No especialmente. Pero como probablemente le suceda a muchos otros de mi generación, nacidos al final o justo después de la guerra, tenía una sensación rara: esos silencios, esas vidas que volvían a ponerse en marcha de una manera misteriosa… Teníamos la percepción confusa de que algo había sucedido. Es difícil de explicar, porque las cosas cambiaron mucho desde fines de los cincuenta, pero cuando tenía seis, ocho años, experimentaba una especie de vacilación, la sensación de que algo se había sacudido.
En la época en que trascurre En el café de la juventud perdida todo ese pasado empezaba a desdibujarse, pero otros acontecimientos ya se perfilaban…
La guerra de Argelia. Cuando empezó, tenía diez años y terminó cuando tenía diecisiete. La sentía acercarse, veía partir a personas apenas más grandes que yo. Parecía que no iba a terminar nunca… Y para los de mi generación, parecía algo totalmente absurdo y escandaloso, mucho más que para los que tenían cinco o seis años más y habían vivido la Segunda Guerra. Yo había decidido no ir y la perspectiva de desertar me parecía natural.
¿Ese acontecimiento te politizó?
Sí, en el sentido en que para mí no había dudas ni vacilaciones. Conciencia política es quizás una palabra fuerte, pero en el interior de Francia, en los internados, me enfrentaba con gente para quienes no había ningún problema: Argelia tenía que seguir siendo francesa. No me sentía para nada parte de ese mundo.
¿Cuál es tu primer recuerdo político?
El retrato de Stalin sobre un andamio en la calle Bonaparte, pasando la Escuela de Bellas Artes. Debía ser del partido comunista, por su muerte, en 1953. Hoy nos cuesta comprenderlo pero en ese momento… Tenía un compañero cuyos padres eran comunistas. En Navidad, mi compañero, como los demás hijos de comunistas, le hacía un regalo a Stalin, en general una pipa. Había trenes enteros con pipas que partían en diciembre de la Gare du Nord hacia Moscú.
Desde muy chico estuviste abandonado a tu suerte. ¿Fuiste autodidacta ?

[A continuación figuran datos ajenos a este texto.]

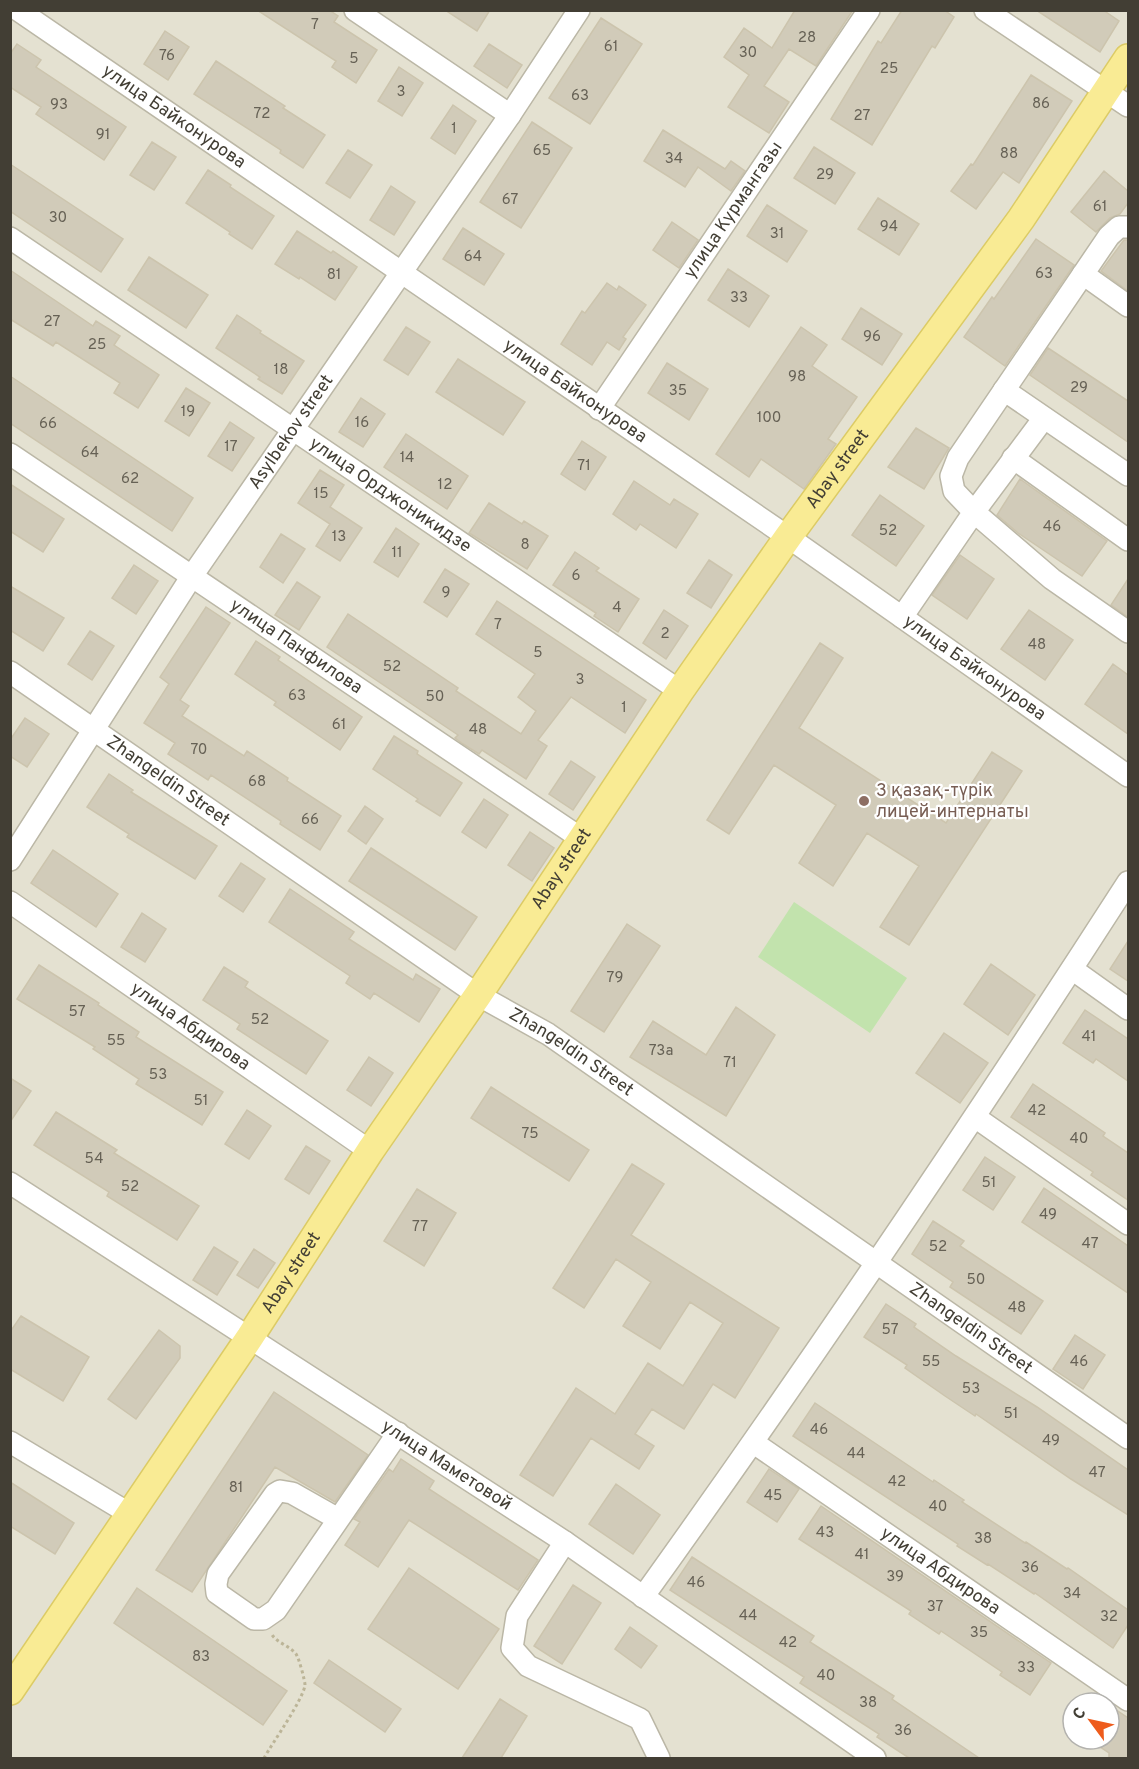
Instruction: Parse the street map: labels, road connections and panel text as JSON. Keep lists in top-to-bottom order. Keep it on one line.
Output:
{"streets":{"main road":["Abay street"],"street":["улица Байконурова","улица Курмангазы","Asylbekov street","улица Орджоникидзе","улица Панфилова","Zhangeldin Street","улица Абдирова","улица Маметовой"]},"crossings":[["улица Байконурова","улица Курмангазы"],["улица Байконурова","Asylbekov street"],["улица Байконурова","Abay street"],["Asylbekov street","улица Орджоникидзе"],["Asylbekov street","улица Панфилова"],["Asylbekov street","Zhangeldin Street"],["Abay street","улица Орджоникидзе"],["Abay street","улица Панфилова"],["Abay street","Zhangeldin Street"],["Abay street","улица Абдирова"],["Abay street","улица Маметовой"]],"places":["3 қазақ-түрік лицей-интернаты"],"house_numbers":["7","28","61","30","76","5","25","3","63","86","93","72","27","1","91","65","88","34","29","67","61","30","94","31","64","63","81","33","27","96","25","18","98","29","35","19","100","16","66","17","64","14","71","62","12","15","46","52","13","8","11","6","9","4","7","2","48","5","52","3","63","50","1","61","48","70","68","66","79","57","52","41","55","73а","71","53","51","42","75","40","54","51","52","49","77","47","52","50","48","57","55","46","53","51","46","49","44","47","42","81","45","40","43","38","41","36","39","46","34","37","44","32","35","42","83","33","40","38","36"],"north":"top left"}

Los días interminables en los internados favorecen la lectura. Lecturas algo incoherentes porque no contaba con nadie que me guiara. A los once o doce años leí cosas que no se correspondían con mi edad: Kafka, Balzac… Algunas veces me esforzaba por continuar leyendo aunque no entendiera nada. Era una sensación un poco rara, como con una película virgen. Como si a los trece años hubiese estado tomando vodka.
¿Cuando empezaste a escribir estabas al tanto de la vida literaria?
Los jueves, cuando salíamos de paseo del internado, compraba todos los diarios: Les Lettres françaises, Les Nouvelles littéraires, Arts et Spectacles… Era el único que hacía eso… Y leía todas las críticas de punta a punta, aunque no tuvieran ningún interés, hasta las notas al pie de página. Pensaba que antes de escribir libros podía trabajar en un diario. Lo intenté cuando volví a París, a eso de los diecisiete años, pero era muy malo.
Por aquellos años, ¿pasabas mucho tiempo en bares como los de En el café de la juventud perdida?
Eran refugios para gente que, como yo, estaba en una situación un poco delicada con sus padres. Sucedía a menudo en los cafés… Había mujeres, niñas, y gente más grande como Adamov, a los que se podía ver allí, figuras –ahora parece irreal– como Olivier Laronde, especie de poeta maldito en la tradición rimbaudiana, un ángel.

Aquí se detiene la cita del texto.